** EXERCISE PROMPT **
Return the records below from the line containing "Bounding boxes for all text and symbols, the street" onward, exactly, through and including the last line.

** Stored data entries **
BEGIN
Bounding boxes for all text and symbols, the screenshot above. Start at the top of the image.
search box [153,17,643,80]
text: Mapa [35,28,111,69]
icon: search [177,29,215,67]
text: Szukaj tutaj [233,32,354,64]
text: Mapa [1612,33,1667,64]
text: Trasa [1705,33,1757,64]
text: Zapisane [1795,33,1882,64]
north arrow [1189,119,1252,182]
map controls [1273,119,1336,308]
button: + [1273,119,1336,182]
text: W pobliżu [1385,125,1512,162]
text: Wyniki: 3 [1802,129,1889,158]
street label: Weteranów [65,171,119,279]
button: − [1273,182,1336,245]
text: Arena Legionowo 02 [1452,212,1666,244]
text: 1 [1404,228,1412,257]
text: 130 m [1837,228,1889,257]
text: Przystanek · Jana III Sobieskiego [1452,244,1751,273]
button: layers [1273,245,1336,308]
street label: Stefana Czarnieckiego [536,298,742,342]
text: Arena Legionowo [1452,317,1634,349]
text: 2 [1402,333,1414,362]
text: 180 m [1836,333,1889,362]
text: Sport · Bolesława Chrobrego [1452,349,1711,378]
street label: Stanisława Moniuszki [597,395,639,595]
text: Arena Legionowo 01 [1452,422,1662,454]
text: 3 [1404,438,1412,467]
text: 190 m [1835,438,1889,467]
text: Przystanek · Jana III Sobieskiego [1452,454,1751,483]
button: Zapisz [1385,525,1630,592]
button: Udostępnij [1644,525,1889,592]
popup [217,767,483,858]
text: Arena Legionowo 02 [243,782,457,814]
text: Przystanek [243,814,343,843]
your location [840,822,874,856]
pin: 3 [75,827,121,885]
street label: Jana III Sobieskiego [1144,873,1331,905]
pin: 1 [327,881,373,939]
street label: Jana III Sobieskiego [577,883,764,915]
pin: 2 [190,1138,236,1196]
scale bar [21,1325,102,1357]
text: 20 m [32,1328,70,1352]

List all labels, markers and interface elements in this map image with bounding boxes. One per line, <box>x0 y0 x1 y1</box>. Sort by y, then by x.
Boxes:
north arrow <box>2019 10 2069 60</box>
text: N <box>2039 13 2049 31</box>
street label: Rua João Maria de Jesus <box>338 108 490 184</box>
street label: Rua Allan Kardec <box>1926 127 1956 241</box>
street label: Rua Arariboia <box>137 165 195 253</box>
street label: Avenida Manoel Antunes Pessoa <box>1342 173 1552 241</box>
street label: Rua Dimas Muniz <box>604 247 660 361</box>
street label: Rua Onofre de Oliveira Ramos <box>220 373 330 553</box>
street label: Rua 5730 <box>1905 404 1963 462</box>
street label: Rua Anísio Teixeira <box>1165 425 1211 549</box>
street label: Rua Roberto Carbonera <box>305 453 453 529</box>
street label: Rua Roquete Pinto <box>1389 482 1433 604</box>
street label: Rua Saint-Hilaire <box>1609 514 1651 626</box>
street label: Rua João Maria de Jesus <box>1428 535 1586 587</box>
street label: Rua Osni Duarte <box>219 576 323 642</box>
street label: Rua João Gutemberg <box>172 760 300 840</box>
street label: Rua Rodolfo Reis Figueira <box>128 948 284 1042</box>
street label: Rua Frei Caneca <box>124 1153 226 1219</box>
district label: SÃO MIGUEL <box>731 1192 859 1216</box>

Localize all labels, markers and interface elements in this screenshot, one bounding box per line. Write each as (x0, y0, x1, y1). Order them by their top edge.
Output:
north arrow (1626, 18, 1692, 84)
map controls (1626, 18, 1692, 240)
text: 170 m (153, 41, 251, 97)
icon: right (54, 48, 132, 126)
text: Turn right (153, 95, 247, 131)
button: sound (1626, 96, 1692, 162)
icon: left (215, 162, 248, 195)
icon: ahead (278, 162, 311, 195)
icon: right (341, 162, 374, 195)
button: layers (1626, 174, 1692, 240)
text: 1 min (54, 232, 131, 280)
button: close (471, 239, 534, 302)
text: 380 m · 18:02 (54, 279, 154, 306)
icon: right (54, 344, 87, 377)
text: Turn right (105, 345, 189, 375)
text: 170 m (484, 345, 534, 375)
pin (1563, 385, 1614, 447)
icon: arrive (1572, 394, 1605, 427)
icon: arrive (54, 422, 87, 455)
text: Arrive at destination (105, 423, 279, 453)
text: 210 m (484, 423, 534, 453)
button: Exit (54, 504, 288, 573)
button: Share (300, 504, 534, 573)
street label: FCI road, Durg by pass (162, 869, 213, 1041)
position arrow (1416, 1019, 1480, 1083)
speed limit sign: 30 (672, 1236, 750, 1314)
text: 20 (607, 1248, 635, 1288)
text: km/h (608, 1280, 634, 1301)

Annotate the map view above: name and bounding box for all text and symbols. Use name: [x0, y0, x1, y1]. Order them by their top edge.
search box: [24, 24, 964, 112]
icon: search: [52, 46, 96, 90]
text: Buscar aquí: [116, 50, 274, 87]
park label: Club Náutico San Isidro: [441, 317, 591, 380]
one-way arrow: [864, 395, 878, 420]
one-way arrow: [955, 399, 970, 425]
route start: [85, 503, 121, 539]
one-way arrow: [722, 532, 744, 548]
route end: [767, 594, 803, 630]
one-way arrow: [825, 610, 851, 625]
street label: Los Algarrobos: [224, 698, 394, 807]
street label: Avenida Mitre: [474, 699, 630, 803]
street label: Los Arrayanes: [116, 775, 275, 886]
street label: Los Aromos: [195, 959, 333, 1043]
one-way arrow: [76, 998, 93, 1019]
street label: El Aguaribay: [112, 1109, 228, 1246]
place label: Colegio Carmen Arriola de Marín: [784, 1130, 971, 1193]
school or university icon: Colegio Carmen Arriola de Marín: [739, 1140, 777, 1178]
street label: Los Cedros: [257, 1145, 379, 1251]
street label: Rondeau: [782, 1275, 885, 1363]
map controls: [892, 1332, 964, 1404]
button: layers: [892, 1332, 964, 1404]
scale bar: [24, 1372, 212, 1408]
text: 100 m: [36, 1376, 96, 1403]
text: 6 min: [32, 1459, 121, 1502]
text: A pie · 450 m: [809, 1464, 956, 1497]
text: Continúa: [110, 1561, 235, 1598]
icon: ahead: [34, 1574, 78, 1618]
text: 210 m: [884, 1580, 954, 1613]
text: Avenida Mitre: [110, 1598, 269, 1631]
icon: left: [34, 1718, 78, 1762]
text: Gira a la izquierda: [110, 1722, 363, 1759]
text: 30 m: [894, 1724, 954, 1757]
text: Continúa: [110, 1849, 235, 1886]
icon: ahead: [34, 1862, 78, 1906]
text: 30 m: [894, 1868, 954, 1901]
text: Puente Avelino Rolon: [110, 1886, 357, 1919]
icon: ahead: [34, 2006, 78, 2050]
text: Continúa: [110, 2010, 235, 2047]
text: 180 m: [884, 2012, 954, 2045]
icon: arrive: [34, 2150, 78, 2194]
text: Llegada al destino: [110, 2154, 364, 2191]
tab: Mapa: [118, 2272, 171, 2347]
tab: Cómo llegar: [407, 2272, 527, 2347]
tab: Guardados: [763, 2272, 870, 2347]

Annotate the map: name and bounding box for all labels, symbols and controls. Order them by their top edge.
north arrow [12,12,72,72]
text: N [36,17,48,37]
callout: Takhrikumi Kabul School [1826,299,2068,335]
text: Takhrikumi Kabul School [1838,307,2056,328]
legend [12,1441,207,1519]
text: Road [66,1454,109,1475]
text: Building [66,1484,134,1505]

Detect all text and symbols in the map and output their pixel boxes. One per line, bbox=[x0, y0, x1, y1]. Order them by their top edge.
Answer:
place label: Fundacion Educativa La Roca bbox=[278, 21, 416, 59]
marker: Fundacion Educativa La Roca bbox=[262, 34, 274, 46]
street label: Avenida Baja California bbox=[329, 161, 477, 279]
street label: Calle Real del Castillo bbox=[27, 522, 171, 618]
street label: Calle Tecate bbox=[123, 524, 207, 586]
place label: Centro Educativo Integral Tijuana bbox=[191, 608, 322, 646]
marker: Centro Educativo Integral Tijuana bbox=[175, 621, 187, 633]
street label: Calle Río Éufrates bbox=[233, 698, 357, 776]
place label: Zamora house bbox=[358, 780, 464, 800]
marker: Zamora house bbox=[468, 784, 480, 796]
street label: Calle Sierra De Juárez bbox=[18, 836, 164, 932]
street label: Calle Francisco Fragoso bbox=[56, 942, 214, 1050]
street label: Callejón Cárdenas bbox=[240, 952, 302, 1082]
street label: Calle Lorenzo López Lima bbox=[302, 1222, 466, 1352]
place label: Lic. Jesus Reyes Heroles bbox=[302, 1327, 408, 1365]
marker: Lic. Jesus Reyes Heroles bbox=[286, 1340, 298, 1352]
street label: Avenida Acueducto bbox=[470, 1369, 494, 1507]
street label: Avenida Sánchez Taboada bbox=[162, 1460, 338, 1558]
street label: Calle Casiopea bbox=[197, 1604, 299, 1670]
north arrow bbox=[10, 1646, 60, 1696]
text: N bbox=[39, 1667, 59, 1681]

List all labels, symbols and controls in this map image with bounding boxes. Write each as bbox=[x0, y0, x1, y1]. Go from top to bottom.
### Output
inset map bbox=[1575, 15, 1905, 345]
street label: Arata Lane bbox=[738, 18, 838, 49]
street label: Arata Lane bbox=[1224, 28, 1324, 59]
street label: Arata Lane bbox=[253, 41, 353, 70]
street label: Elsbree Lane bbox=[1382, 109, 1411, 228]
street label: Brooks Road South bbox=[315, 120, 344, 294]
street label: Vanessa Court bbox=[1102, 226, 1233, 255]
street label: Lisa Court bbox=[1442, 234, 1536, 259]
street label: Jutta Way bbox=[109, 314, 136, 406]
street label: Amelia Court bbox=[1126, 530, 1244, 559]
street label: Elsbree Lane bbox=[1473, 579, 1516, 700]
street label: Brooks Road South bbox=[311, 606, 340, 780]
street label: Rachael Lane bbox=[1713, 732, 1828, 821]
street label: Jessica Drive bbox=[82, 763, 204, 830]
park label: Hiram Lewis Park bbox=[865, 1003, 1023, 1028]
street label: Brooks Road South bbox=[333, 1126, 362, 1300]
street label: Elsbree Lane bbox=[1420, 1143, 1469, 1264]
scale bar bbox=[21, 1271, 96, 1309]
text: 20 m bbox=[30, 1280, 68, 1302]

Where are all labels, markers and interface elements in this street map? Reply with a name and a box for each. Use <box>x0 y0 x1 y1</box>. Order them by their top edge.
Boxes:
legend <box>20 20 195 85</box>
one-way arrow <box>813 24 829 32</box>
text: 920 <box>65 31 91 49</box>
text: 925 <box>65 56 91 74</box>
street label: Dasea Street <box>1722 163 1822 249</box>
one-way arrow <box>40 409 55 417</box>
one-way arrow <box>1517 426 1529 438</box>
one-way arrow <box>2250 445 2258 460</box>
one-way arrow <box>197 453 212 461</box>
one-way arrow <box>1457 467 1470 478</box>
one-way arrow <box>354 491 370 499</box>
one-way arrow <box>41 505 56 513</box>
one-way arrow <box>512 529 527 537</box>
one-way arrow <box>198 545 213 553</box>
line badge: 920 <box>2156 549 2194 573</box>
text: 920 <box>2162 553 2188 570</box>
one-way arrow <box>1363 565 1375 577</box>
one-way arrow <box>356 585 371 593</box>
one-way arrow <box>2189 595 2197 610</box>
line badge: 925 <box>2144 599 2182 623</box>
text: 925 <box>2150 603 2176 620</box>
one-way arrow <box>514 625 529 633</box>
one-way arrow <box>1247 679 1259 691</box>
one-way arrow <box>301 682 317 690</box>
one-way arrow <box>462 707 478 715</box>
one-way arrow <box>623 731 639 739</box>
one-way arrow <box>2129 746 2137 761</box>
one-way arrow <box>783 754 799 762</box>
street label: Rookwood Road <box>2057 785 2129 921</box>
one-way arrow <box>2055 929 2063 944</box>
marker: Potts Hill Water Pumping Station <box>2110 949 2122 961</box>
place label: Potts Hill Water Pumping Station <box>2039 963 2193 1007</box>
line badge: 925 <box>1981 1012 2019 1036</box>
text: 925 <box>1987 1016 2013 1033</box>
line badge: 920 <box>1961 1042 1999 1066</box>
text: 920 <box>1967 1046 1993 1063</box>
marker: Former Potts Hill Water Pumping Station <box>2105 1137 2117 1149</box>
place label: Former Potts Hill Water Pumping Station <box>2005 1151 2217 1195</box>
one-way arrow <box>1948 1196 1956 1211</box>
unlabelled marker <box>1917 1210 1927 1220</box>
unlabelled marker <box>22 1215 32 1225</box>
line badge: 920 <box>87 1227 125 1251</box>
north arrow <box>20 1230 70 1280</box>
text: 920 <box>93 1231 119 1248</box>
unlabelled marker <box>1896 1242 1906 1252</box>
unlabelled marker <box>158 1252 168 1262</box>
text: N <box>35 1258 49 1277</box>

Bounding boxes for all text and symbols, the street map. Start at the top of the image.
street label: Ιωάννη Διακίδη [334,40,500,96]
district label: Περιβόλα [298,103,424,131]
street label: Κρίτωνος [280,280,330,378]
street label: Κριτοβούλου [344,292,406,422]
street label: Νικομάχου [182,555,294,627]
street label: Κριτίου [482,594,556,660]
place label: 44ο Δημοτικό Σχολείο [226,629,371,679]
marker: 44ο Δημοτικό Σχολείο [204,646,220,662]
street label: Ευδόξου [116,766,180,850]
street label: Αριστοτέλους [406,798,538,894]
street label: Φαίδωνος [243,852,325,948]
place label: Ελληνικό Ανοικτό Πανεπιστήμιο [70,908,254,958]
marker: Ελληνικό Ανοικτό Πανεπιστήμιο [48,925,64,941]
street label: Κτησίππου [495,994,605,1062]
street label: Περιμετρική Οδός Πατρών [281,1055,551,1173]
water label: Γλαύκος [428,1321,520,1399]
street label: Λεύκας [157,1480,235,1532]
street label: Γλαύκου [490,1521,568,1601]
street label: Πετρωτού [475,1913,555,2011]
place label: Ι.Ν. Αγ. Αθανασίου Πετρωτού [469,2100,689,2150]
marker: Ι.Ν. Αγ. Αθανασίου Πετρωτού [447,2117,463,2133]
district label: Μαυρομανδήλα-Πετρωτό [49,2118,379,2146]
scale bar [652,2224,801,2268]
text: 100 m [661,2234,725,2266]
END
** SOLVED PROBLEM **
Bounding boxes for all text and symbols, the street map. Start at the top of the image.
street label: Ιωάννη Διακίδη [334,40,500,96]
district label: Περιβόλα [298,103,424,131]
street label: Κρίτωνος [280,280,330,378]
street label: Κριτοβούλου [344,292,406,422]
street label: Νικομάχου [182,555,294,627]
street label: Κριτίου [482,594,556,660]
place label: 44ο Δημοτικό Σχολείο [226,629,371,679]
marker: 44ο Δημοτικό Σχολείο [204,646,220,662]
street label: Ευδόξου [116,766,180,850]
street label: Αριστοτέλους [406,798,538,894]
street label: Φαίδωνος [243,852,325,948]
place label: Ελληνικό Ανοικτό Πανεπιστήμιο [70,908,254,958]
marker: Ελληνικό Ανοικτό Πανεπιστήμιο [48,925,64,941]
street label: Κτησίππου [495,994,605,1062]
street label: Περιμετρική Οδός Πατρών [281,1055,551,1173]
water label: Γλαύκος [428,1321,520,1399]
street label: Λεύκας [157,1480,235,1532]
street label: Γλαύκου [490,1521,568,1601]
street label: Πετρωτού [475,1913,555,2011]
place label: Ι.Ν. Αγ. Αθανασίου Πετρωτού [469,2100,689,2150]
marker: Ι.Ν. Αγ. Αθανασίου Πετρωτού [447,2117,463,2133]
district label: Μαυρομανδήλα-Πετρωτό [49,2118,379,2146]
scale bar [652,2224,801,2268]
text: 100 m [661,2234,725,2266]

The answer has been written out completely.